Critical non-equilibrium steady states of the Lorentz channel

TL;DR

This paper studies the transport behavior of particles in a Lorentz channel, revealing critical correlations and self-organized criticality in non-equilibrium steady states influenced by external driving and Fermi acceleration.

Contribution

It uncovers the emergence of power-law correlations and critical states in a non-interacting particle system within a Lorentz channel under non-equilibrium conditions.

Findings

Power-law correlations emerge in the steady state.

Critical states act as attractors with self-organizing properties.

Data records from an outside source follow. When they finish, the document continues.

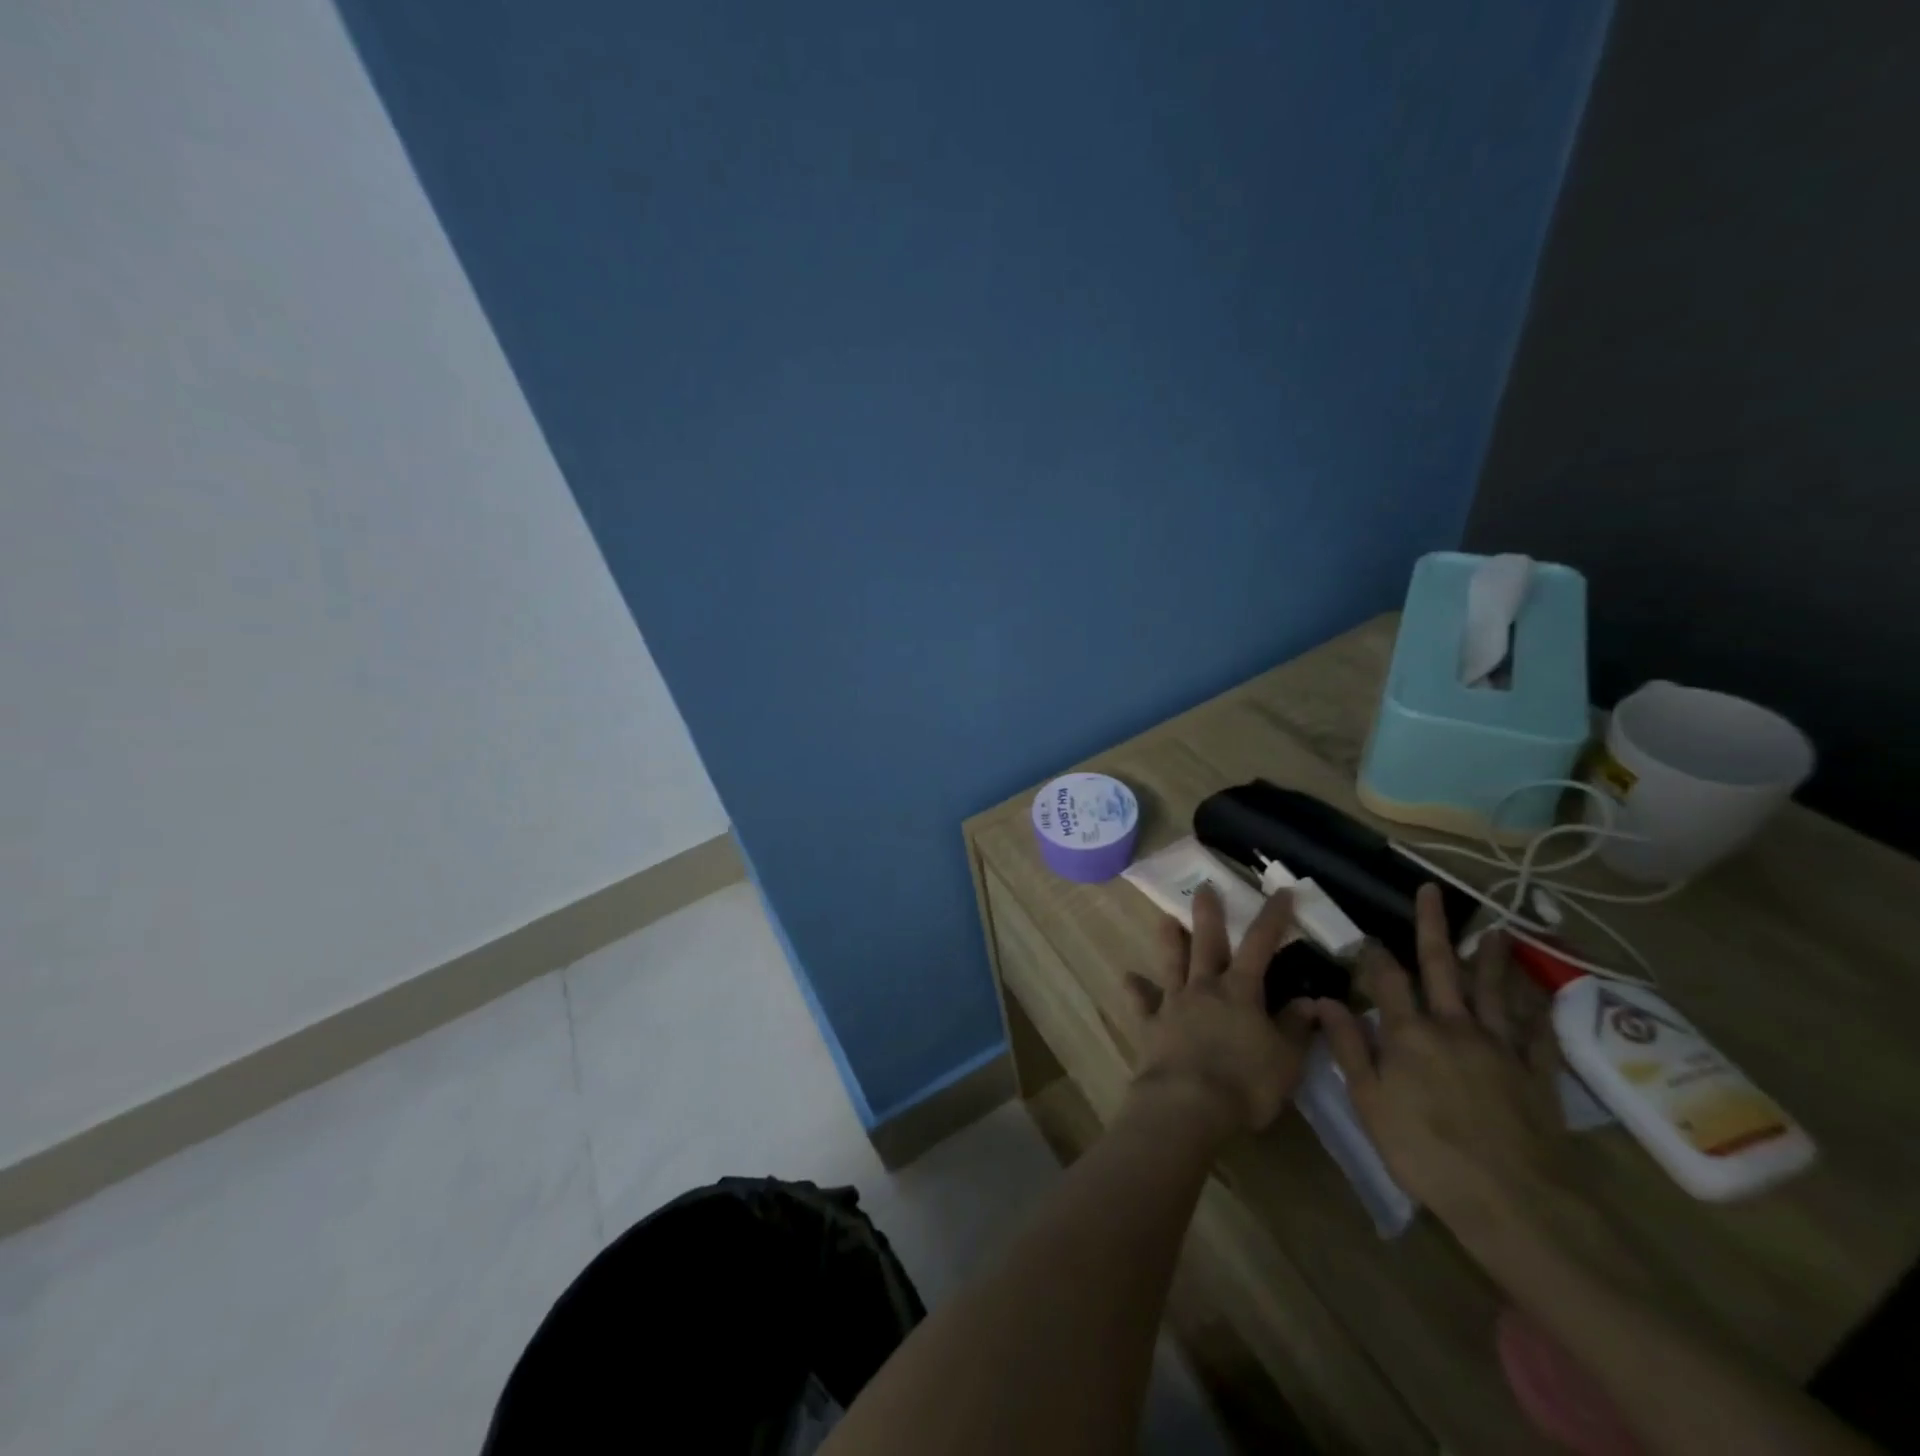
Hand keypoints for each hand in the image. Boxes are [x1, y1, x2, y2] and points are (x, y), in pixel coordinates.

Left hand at [1123, 884, 1314, 1140]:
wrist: (1187, 1105)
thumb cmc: (1245, 1084)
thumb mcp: (1286, 1060)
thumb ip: (1296, 1028)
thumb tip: (1311, 1002)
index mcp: (1241, 992)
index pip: (1260, 945)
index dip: (1272, 917)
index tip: (1281, 892)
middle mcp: (1205, 988)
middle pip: (1207, 943)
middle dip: (1208, 914)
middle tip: (1204, 887)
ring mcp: (1174, 1004)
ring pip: (1171, 963)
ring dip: (1169, 940)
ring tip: (1164, 918)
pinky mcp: (1151, 1025)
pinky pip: (1142, 1003)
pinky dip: (1135, 989)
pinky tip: (1127, 978)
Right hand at [1316, 884, 1568, 1233]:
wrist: (1514, 1202)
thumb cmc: (1426, 1152)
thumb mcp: (1370, 1102)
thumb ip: (1349, 1047)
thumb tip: (1323, 999)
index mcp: (1409, 1033)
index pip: (1387, 979)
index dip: (1374, 954)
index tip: (1366, 935)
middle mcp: (1454, 1027)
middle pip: (1440, 967)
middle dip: (1432, 927)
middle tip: (1432, 891)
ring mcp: (1500, 1048)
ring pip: (1493, 991)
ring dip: (1490, 958)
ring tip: (1493, 929)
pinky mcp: (1537, 1075)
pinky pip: (1538, 1034)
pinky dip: (1537, 1010)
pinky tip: (1538, 994)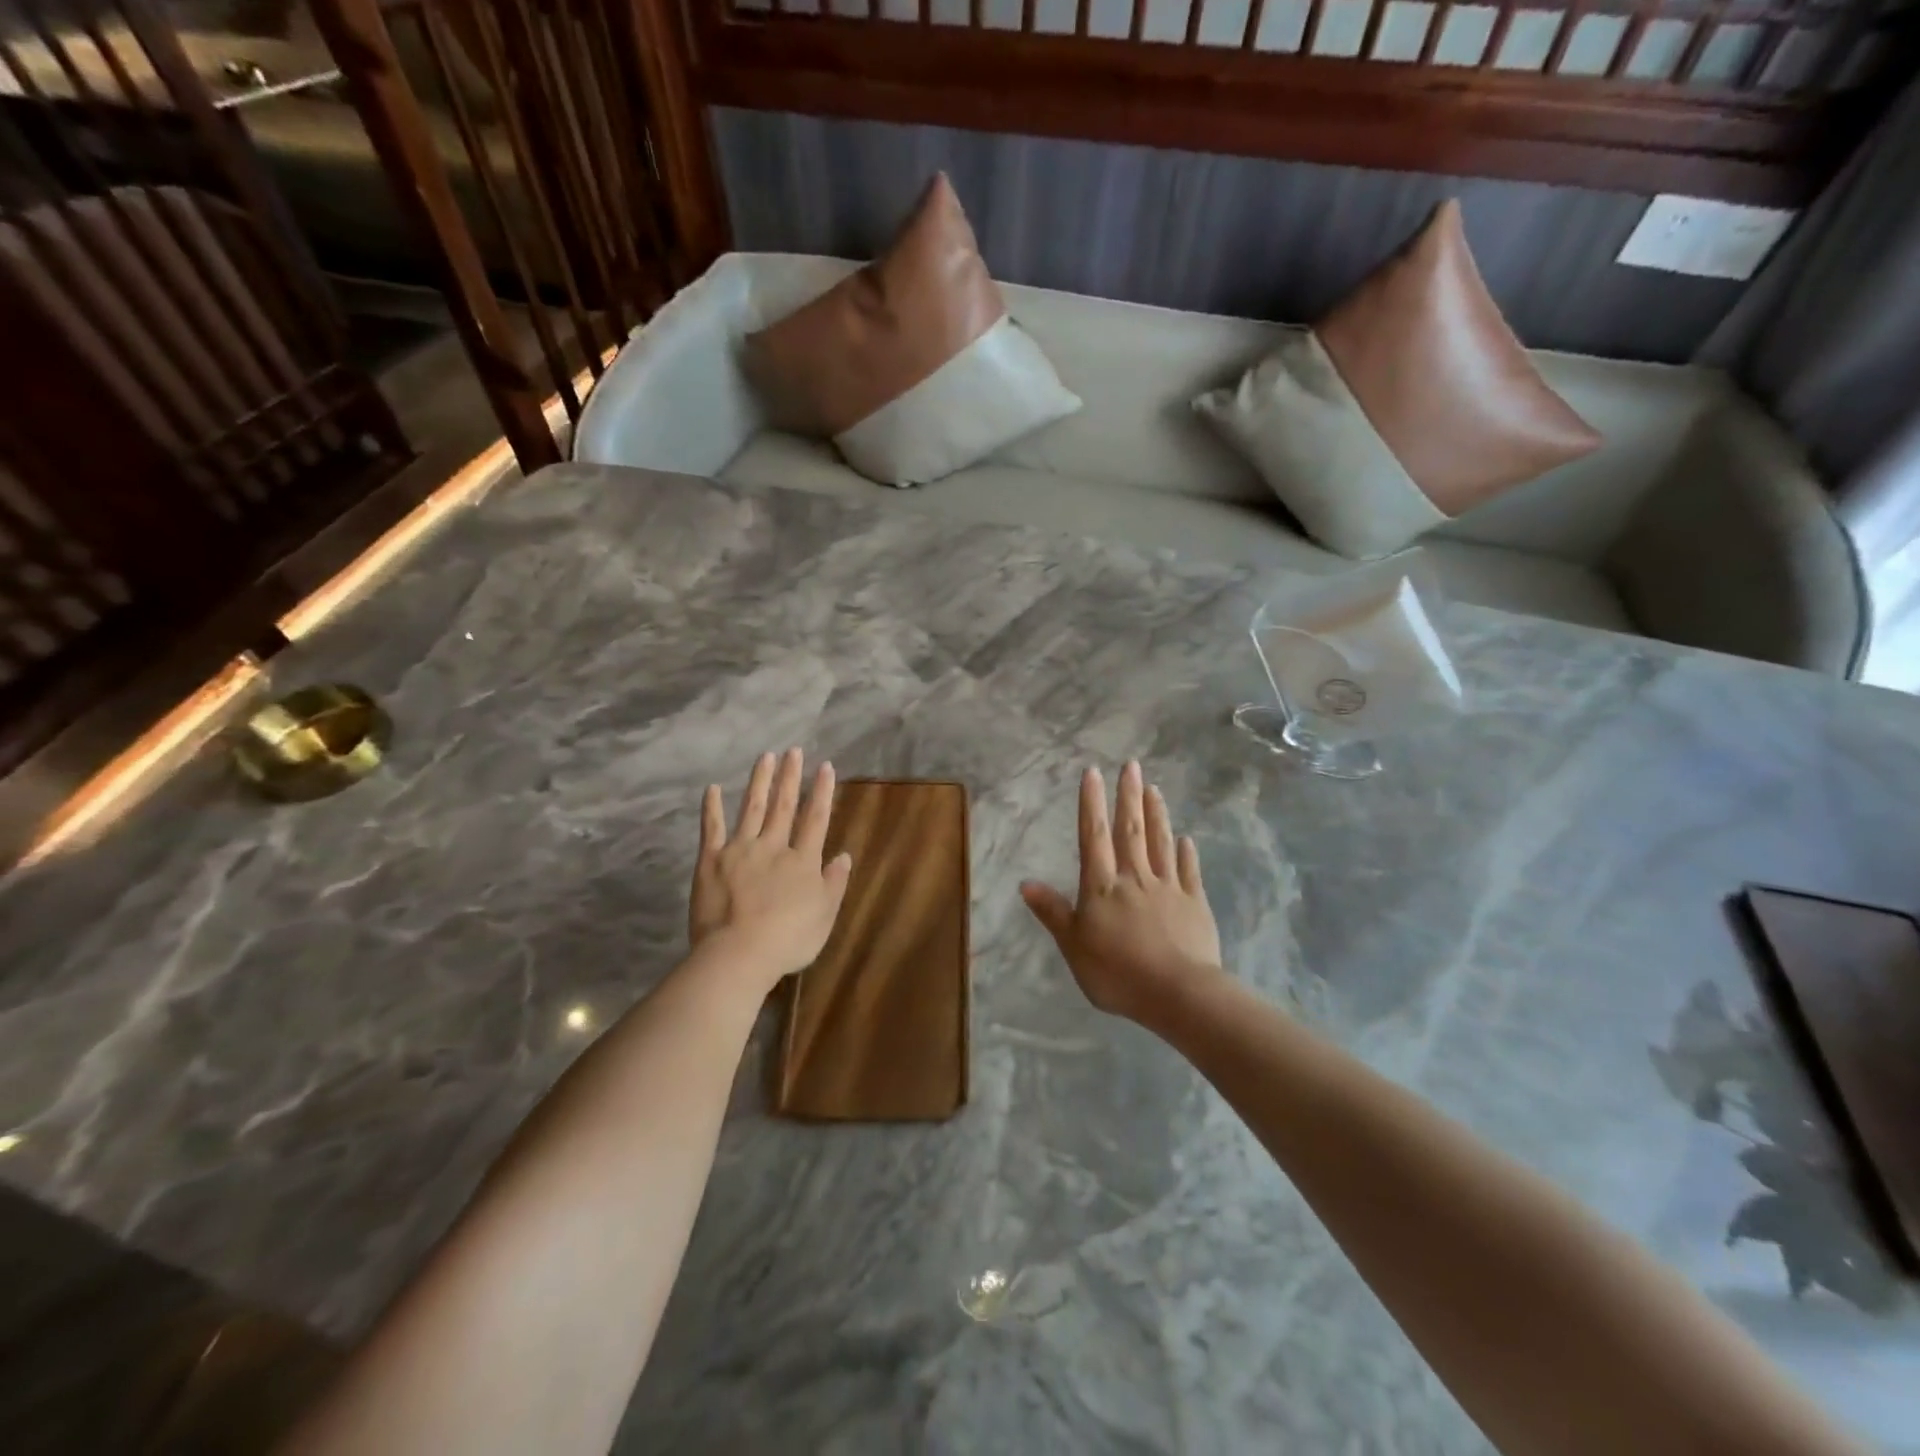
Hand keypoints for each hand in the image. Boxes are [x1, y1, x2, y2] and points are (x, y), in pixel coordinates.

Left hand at [690, 749, 852, 993]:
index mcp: (802, 861)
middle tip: (794, 750)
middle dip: (791, 777)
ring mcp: (740, 849)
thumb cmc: (788, 940)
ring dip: (760, 781)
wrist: (739, 953)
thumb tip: (844, 855)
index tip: (825, 766)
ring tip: (766, 757)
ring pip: (752, 808)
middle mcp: (773, 846)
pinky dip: (712, 807)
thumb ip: (834, 883)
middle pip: (784, 806)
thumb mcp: (825, 916)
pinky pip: (711, 828)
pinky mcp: (711, 859)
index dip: (821, 792)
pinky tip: (712, 788)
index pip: (816, 819)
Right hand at [1021, 762, 1221, 1023]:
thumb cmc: (1117, 972)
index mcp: (1102, 886)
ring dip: (1157, 815)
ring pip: (1161, 843)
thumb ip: (1053, 912)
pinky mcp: (1195, 904)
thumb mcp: (1073, 946)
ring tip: (1154, 789)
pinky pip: (1189, 872)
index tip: (1093, 772)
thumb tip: (1026, 882)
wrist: (1177, 993)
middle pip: (1131, 830)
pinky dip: (1186, 853)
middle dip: (1129, 796)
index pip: (1094, 836)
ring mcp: (1168, 888)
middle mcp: (1135, 878)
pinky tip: (1186, 839)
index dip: (1092, 803)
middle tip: (1131, 765)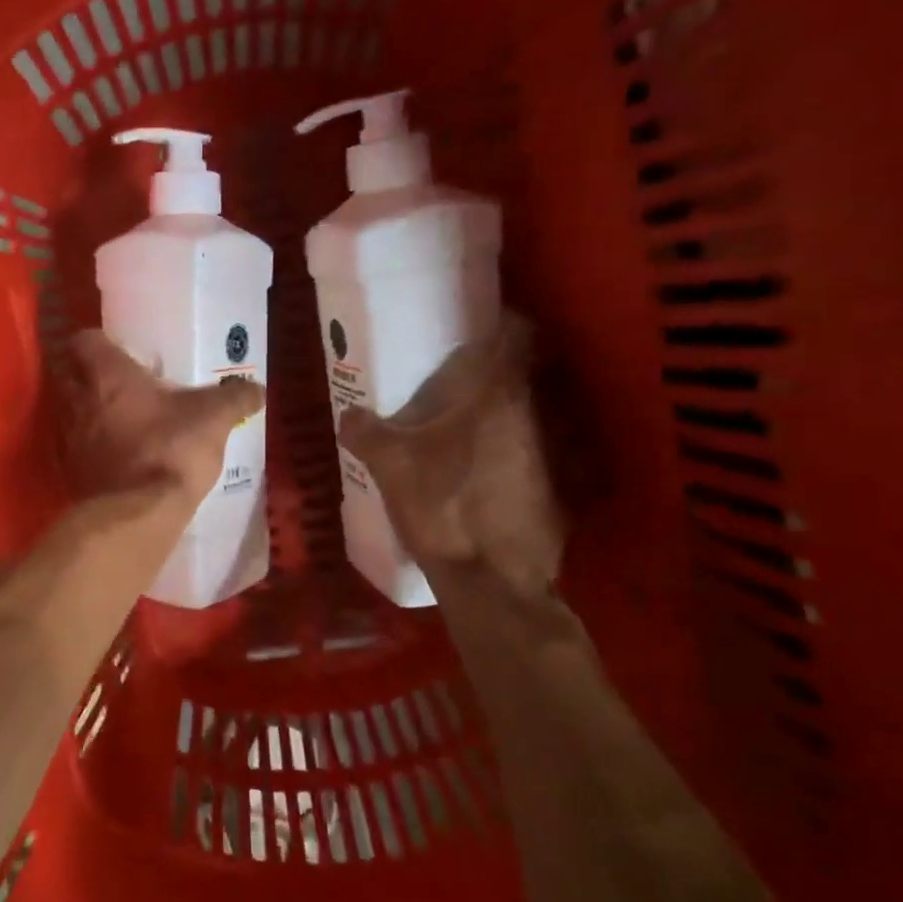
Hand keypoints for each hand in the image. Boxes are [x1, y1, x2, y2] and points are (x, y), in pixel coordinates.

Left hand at [66, 331, 264, 505]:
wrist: (137, 515)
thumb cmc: (170, 449)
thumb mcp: (213, 418)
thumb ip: (235, 398)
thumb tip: (258, 389)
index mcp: (106, 374)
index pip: (84, 340)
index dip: (99, 341)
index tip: (119, 349)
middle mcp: (77, 400)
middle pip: (69, 375)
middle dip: (89, 376)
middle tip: (120, 383)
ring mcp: (69, 439)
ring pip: (71, 413)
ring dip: (89, 413)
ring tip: (120, 420)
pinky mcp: (70, 473)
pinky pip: (77, 450)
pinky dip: (91, 449)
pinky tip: (117, 457)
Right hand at [338, 317, 563, 597]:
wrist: (493, 580)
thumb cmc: (443, 506)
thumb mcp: (390, 465)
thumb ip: (365, 431)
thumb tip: (348, 413)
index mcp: (498, 396)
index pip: (517, 333)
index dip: (500, 321)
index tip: (474, 323)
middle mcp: (535, 415)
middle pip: (522, 374)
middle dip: (493, 370)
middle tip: (455, 376)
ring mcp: (551, 453)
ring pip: (527, 414)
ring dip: (501, 411)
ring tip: (463, 422)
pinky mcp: (554, 488)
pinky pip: (531, 451)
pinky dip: (509, 449)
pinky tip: (479, 469)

Fermi acceleration synchronizes particle motion with ballistic corridors.

Abstract

We investigate the transport properties of non-interacting particles propagating in a finite Lorentz channel (LC). We show that interparticle power-law correlations emerge, when the dynamics is described at a spatially coarse-grained level. This behaviour appears in the non-equilibrium steady state of the LC under flux boundary conditions and persists even in the presence of external driving, provided that the billiard's horizon is infinite in a static or temporal sense. We show that Fermi acceleration permits the synchronization of particle motion with the periodic appearance of the ballistic corridors, which, in turn, gives rise to intermittent dynamics and the emergence of critical correlations. Thus, for the driven setup, the critical state acts as an attractor possessing characteristics of self-organization.